Here, too, Beer’s stated design values of democratic socialism and cybernetic viable systems tell us much, although (again) nothing that either the designers anticipated or that correlates with the network’s actual development. Consider, for example, the design choices informing the futuristic Cybersyn “operations room” at the center of the state national network of telex machines. The room held “seven chairs arranged in a circle within a hexagonal room,” deliberately introducing an odd number to prevent voting ties, with walls lined with screens that displayed brightly colored graphic designs signaling economic data and warnings to state officials.19 On the armrest of each chair, a series of large, legible buttons awaited the command of both state officials and citizen-workers—although these designs reveal something about the gendered future of their networked Chile: these “large geometric buttons” were “big hand” buttons designed to be “thumped” when emphasizing a point.20 However, nowhere in the room, in Medina’s careful reading, does one encounter a keyboard, the gateway to the female secretarial classes at the time (and to incisive analyses by Mullaney and Stanton in this volume). The future was designed for male workers and officials who do not know how to type. Introducing a keyboard would “insinuate a girl between themselves and the machinery,” Beer claimed, “when it is vital that the occupants interact directly with the machine, and each other.”21 As Medina holds, “Such design decisions were not neutral. They reflected who the design team believed would hold power in Chile’s revolutionary context and enforced that vision. Male factory workers and government bureaucrats would have decision-making power. Other kinds of workers, such as clerical workers, and women, would not.”22
The historical design values—democratic socialism, socioeconomic justice, and male decision-making classes—reveal volumes about the time and place in which technologies merge with and emerged in society, including a sensitivity to the pressing political and social class issues of the day. However—and here is my critical point—these design values tell us very little about the actual conditions, causes, and complications shaping the network itself. Unlike the Soviet and American case studies, the explicit network design values in the Chile were oriented toward managing the very historical forces that undid it—oriented, that is, in vain: Project Cybersyn addressed but, facing broader political and military opposition, ultimately could not resolve the conditions of class unrest and revolt that toppled the Allende regime.

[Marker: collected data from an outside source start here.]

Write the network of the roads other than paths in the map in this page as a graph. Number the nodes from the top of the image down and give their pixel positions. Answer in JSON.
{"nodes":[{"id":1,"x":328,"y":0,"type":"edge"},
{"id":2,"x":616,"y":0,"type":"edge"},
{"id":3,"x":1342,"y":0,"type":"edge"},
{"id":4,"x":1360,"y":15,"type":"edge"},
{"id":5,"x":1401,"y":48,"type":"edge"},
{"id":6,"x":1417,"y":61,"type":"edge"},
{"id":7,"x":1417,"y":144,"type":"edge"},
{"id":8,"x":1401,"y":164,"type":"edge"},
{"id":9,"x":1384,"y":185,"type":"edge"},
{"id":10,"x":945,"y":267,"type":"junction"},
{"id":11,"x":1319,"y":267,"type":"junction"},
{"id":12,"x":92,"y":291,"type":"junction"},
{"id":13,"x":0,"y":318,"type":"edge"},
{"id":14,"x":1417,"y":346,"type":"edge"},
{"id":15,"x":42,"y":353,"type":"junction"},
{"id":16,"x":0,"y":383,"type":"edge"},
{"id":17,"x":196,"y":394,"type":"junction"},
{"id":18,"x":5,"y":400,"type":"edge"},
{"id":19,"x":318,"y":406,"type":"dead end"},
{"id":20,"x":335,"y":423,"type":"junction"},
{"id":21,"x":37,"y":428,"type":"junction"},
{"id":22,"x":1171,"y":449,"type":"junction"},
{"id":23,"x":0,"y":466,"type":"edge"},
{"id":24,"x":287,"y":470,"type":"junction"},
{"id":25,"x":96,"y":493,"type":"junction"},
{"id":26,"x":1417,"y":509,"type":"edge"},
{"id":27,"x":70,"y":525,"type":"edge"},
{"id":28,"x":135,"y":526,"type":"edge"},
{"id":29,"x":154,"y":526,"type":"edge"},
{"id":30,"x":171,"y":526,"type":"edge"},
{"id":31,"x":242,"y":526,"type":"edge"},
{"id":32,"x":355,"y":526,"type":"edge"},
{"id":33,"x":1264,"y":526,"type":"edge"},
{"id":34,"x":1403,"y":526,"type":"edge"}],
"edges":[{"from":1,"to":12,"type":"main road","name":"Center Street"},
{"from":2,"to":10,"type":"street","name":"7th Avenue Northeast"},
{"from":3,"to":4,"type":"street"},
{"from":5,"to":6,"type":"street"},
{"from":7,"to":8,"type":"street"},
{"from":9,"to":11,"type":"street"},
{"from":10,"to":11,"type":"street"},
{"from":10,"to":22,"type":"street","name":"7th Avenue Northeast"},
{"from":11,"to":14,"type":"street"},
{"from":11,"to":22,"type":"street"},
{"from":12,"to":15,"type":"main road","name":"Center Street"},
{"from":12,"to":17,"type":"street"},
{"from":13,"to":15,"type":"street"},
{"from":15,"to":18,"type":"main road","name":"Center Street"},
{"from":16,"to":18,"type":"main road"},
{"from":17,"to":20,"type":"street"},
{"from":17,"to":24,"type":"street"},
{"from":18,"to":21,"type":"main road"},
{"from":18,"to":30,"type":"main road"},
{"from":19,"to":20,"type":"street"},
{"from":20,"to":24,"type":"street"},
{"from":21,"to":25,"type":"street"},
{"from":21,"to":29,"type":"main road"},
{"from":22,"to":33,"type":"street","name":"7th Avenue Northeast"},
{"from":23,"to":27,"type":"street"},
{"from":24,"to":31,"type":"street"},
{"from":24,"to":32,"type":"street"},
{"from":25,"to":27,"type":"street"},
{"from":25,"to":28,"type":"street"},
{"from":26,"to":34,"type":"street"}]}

The Chilean case offers a vital reminder that network technologies, even when oriented toward relevant social values, are not enough to single-handedly change the values at work in society, for (of course) no technology alone can “fix” society since no technology ever contains society, no matter how smart we may imagine its social values to be. The point is not simply that technologies are political (imagine claiming otherwise in the wake of the Russian hacking of the 2016 US elections): it is that network projects are twice political for how they, first, surprise and betray their designers and, second, require actual institution building and collaborative realities far richer than any design—even that of the most self-reflexive cyberneticist—can account for. As the Chilean case shows, every network history begins with a history of the wider world. Once network observers set aside our visual design-value biases, the possibilities previously unseen behind this realization should delight, not disappoint.

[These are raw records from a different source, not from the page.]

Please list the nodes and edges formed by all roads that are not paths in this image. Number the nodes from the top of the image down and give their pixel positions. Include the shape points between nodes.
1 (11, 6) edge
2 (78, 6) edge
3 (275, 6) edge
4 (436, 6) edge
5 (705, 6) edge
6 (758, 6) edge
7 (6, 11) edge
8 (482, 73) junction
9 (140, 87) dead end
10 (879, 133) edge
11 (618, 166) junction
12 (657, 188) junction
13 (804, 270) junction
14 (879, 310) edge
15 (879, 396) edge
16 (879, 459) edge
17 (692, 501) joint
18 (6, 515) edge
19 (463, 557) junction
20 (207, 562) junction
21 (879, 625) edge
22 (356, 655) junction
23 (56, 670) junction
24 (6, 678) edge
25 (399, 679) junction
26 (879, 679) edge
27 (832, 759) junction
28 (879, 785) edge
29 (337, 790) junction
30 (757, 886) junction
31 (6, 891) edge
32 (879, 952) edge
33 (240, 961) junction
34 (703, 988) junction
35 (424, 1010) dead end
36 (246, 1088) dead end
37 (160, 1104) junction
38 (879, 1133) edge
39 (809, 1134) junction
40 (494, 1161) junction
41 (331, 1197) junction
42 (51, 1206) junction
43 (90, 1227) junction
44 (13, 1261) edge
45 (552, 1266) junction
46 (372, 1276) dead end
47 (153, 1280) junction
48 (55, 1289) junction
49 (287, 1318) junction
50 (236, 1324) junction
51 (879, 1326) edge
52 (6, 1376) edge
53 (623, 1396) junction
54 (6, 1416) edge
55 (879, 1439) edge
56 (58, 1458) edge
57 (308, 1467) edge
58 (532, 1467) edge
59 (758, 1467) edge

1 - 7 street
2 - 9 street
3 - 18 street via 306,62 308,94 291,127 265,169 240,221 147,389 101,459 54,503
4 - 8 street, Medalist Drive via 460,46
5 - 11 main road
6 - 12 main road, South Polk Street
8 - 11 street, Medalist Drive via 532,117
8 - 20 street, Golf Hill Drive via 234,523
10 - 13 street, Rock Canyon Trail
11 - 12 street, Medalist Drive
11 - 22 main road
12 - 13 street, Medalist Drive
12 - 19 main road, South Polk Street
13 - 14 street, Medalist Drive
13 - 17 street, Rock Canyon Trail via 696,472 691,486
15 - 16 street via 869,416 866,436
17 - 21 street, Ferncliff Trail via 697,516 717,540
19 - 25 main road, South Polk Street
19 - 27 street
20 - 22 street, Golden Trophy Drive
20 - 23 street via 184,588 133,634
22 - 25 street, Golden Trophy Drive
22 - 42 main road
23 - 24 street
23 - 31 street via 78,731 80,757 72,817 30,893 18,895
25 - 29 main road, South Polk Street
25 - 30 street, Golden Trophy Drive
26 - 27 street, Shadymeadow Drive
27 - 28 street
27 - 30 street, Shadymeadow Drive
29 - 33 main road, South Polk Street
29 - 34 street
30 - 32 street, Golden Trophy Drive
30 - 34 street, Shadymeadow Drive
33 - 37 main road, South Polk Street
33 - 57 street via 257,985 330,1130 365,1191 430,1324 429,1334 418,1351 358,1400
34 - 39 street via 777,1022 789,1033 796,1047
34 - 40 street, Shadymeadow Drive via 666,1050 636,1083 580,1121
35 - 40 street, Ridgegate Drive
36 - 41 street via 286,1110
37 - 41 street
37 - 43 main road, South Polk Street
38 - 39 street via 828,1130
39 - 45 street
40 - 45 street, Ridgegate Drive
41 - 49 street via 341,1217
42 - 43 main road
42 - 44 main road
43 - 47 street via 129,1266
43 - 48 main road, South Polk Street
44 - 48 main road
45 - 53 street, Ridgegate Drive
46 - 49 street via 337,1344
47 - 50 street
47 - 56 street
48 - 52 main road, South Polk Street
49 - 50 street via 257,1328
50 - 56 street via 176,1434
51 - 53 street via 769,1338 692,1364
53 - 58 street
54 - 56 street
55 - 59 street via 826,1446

The United States government is a prime example of a complex organization. While intervening against socialist regimes in Chile and the Soviet Union, it also aggressively subsidized the cross-institutional collaborations necessary to jump-start the ARPANET, the first packet-switching distributed network that would, in time, seed the contemporary internet. Except perhaps scientific exchange, none of the stated motivations for key ARPANET innovations—national defense, commerce, and communication—have been fully realized in it or its network descendants. Optimistically, this may mean the underlying purpose of the internet is still wide open—and often generatively so. More realistically, this also means the internet remains open to cooptation by increasingly large organizations (corporations and states alike) keen to seize and wield private control over our network relations. Perhaps we can say that if the Soviets never agreed on how to build the OGAS network, no one has yet agreed on why the US built the internet—and there is much to learn from both disagreements.23 The contradictory design values of the mixed American economy are so great—well-managed state subsidy coinciding with anti-socialist, anti-statist ideologies—that we can now see in retrospect that the pathway leading to the internet is marked by historical accidents.24 The internet has never been what we think it is. It will continue to surprise.
As it long has. A few of those surprise twists and turns follow: the ARPANET went online for the first time on October 29, 1969, before growing into a network of other networks for scientific exchange such as the NSFNET, CSNET, and EUNET, even as the main motivation and financial support for several key ARPANET innovations came from the military.25 Indeed, the communication tool most heralded as flattening global communication inequalities emerged out of the paragon example of command-and-control hierarchy: the US Department of Defense. The Advanced Research Project Agency (ARPA), a special research arm of the Department of Defense, was funded in February 1958, five months after the launch of Sputnik, with the initial goal of militarizing space, although soon thereafter its space mission was reassigned to its contemporary civilian agency, the National Aeronautics and Space Agency (NASA). The ARPA instead focused on basic computer research and information systems fit for the age of nuclear-tipped Sputniks.26 Even as its missions molted, however, its institutional funding paths continued to straddle military defense spending and essential nonmilitary basic research funding—at least in the 1960s, before the Vietnam War pressured Congress to limit ARPA spending to specifically military projects, driving a brain drain to Xerox PARC, among other private-sector companies.27 In the 1960s, many network innovations—distributed network design, packet-switching protocols, time-sharing, interface message processor—came together into one computer network. This period, which was perhaps the most generative in US history, stands out for the significant cross-agency collaboration supported by virtually socialist-levels of state funding for nonmilitary basic scientific research. Well-funded collaboration sped the birth of national computer networking.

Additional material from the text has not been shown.